Given data >>
= = = = = = =

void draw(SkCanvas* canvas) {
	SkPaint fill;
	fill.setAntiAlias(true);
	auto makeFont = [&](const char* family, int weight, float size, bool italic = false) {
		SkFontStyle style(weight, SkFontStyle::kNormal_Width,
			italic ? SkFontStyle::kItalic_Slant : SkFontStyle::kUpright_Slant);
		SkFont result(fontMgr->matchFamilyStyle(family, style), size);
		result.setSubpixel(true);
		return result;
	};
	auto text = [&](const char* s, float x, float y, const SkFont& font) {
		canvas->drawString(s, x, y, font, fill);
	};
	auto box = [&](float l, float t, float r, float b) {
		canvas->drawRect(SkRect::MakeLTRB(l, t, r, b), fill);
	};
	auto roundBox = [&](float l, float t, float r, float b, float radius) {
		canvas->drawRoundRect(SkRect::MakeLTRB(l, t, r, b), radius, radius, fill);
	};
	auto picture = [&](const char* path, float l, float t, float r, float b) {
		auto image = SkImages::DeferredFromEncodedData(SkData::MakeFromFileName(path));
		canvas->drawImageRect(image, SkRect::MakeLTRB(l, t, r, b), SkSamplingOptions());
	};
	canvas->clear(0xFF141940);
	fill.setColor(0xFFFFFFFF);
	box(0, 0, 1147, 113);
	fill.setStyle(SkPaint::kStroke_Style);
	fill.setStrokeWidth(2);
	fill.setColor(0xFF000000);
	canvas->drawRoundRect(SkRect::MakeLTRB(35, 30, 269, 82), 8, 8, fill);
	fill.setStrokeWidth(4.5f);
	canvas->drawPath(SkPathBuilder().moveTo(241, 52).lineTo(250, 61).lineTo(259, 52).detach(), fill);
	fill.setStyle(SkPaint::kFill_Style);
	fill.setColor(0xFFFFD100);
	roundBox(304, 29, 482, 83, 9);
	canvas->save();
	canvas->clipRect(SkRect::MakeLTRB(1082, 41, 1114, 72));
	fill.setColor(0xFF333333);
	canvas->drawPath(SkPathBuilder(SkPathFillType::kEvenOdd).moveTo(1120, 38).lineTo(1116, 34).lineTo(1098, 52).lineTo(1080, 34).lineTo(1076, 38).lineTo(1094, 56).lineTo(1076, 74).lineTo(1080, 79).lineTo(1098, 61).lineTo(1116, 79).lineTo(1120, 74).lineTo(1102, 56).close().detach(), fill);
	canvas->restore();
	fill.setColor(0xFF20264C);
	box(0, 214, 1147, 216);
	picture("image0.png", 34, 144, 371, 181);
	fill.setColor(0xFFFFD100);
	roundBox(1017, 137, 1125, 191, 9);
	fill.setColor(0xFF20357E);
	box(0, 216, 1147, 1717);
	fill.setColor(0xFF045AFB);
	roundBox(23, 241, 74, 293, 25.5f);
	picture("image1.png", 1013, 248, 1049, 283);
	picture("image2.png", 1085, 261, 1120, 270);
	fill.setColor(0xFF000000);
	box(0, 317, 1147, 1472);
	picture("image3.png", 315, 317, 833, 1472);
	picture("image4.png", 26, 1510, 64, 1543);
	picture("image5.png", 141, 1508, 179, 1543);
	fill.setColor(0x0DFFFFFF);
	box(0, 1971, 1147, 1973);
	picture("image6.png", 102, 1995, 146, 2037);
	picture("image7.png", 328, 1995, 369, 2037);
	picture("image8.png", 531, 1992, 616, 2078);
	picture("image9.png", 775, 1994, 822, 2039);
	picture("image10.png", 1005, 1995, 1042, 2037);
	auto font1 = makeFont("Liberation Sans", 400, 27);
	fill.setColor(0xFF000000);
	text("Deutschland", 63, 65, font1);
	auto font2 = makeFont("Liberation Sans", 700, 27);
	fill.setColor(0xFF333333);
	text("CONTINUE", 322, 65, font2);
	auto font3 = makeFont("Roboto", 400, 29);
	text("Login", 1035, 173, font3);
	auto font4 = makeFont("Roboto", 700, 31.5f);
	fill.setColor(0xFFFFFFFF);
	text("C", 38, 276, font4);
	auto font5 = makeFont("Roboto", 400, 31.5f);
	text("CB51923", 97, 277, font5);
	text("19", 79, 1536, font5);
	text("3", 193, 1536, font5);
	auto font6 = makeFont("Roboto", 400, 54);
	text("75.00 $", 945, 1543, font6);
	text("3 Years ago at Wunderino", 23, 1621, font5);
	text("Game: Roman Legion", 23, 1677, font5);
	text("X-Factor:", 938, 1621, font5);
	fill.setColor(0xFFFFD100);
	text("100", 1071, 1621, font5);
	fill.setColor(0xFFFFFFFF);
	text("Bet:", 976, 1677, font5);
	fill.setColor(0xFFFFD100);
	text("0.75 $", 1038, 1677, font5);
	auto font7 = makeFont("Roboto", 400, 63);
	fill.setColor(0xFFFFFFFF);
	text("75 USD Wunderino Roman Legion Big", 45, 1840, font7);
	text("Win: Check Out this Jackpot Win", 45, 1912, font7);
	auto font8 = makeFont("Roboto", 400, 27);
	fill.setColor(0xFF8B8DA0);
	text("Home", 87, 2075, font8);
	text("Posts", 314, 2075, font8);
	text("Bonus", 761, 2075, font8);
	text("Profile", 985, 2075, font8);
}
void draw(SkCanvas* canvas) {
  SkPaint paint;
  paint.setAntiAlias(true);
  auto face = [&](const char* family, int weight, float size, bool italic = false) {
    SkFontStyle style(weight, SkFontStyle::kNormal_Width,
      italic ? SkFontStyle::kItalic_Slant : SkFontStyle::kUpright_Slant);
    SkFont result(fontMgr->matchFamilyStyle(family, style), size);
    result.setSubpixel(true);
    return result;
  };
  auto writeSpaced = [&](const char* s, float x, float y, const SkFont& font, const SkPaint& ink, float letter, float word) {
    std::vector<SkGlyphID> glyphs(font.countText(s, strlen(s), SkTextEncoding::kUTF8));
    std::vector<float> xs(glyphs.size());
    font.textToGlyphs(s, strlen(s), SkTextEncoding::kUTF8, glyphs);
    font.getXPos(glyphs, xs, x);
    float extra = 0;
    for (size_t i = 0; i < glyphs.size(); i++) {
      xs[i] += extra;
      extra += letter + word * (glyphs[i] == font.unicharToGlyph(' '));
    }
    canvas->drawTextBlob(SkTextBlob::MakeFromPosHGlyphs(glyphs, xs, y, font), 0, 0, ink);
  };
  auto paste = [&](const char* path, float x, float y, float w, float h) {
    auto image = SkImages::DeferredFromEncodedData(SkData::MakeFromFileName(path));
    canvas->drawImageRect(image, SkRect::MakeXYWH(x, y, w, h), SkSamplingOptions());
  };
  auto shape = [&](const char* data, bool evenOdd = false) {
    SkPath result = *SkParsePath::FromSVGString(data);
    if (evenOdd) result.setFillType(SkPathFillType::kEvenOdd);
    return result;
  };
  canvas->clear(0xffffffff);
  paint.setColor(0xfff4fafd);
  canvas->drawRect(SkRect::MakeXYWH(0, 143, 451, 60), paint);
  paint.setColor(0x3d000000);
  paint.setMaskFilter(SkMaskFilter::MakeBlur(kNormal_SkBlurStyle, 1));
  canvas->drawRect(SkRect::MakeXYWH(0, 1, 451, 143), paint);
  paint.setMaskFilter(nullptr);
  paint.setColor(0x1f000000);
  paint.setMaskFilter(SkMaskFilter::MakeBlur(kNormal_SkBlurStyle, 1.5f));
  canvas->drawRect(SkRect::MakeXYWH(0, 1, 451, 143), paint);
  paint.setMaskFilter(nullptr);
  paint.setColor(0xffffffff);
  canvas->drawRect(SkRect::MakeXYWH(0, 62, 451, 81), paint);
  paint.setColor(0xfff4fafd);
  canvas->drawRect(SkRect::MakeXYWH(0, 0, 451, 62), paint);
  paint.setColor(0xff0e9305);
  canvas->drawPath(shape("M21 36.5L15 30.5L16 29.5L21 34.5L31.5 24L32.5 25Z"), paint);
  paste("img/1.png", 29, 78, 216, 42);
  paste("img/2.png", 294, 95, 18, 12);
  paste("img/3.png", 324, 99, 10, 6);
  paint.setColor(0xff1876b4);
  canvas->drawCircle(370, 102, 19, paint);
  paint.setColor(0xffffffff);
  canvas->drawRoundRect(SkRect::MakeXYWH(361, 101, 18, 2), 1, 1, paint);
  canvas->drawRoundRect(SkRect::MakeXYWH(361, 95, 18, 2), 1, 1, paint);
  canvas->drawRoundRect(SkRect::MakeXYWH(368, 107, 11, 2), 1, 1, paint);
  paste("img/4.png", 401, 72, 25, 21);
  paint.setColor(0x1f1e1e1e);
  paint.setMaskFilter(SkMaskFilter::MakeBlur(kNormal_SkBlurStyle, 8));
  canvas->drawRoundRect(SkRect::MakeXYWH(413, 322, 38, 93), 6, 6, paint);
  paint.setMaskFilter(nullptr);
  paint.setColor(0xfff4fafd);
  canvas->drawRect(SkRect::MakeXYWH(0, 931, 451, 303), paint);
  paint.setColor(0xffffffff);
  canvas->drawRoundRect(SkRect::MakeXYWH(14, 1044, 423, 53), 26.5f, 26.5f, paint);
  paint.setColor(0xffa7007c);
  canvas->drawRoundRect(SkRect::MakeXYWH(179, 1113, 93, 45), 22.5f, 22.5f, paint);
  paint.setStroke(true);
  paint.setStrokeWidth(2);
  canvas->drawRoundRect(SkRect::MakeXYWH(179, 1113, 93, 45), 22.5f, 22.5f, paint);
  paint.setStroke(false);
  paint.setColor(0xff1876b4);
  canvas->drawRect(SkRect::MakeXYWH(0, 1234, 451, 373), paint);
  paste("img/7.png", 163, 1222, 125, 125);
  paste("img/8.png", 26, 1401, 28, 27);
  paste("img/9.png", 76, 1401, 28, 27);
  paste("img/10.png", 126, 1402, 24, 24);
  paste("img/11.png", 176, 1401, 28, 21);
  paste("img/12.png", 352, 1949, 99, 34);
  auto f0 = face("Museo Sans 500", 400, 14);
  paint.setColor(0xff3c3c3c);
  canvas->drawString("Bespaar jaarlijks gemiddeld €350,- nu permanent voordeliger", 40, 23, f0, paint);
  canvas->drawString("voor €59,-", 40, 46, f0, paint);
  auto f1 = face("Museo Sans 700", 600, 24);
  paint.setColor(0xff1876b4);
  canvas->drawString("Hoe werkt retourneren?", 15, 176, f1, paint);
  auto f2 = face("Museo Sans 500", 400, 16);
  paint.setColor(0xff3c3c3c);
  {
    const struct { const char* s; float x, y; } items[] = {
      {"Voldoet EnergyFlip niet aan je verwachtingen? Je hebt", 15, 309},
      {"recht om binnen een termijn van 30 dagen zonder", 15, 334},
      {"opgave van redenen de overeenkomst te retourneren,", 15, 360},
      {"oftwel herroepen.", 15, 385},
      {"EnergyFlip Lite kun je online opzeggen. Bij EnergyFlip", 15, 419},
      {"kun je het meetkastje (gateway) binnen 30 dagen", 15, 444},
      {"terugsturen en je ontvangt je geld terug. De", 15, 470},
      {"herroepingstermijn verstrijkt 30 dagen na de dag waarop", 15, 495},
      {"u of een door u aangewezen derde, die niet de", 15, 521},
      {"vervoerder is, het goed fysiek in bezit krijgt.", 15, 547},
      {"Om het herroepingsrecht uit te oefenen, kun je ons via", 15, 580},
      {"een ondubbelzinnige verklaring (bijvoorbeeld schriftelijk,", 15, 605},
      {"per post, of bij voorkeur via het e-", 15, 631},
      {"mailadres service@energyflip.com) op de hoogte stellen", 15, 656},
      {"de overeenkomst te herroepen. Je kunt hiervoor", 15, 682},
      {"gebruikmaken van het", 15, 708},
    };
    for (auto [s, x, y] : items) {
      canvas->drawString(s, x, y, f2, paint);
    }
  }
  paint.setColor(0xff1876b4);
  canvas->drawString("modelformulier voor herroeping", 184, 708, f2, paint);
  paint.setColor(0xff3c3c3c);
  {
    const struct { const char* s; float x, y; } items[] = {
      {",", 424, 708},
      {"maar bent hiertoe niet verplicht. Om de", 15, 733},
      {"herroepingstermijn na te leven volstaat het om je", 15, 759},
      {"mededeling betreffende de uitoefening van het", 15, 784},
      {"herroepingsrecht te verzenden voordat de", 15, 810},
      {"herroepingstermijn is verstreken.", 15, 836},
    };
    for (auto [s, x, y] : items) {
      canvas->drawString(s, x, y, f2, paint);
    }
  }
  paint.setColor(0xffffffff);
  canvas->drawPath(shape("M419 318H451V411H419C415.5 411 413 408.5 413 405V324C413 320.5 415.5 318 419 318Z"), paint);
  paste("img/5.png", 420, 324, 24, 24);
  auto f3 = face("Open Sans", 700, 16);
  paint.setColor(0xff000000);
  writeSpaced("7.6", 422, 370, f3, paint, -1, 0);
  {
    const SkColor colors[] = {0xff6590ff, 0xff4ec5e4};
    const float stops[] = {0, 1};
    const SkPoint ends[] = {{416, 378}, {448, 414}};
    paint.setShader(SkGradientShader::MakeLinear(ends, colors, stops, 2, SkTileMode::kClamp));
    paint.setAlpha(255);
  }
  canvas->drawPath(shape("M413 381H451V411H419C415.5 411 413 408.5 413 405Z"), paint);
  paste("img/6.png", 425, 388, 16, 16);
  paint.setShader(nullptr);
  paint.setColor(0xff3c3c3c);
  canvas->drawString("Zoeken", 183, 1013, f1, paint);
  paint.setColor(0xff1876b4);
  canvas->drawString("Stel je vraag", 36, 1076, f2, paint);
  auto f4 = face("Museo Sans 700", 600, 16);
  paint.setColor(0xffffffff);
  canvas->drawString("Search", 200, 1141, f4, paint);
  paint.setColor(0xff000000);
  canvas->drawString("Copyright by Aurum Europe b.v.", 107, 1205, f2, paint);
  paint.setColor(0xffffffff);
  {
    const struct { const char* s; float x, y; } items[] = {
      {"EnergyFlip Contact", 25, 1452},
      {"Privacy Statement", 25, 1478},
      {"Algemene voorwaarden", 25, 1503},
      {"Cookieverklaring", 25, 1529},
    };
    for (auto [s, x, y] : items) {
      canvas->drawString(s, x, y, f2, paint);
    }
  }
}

= = = = = = =

Exercise instructions >>
Go over the data and return every line that includes the word "letter".

Response to the exercise >>
  auto writeSpaced = [&](const char* s, float x, float y, const SkFont& font, const SkPaint& ink, float letter, float word) {
      extra += letter + word * (glyphs[i] == font.unicharToGlyph(' '));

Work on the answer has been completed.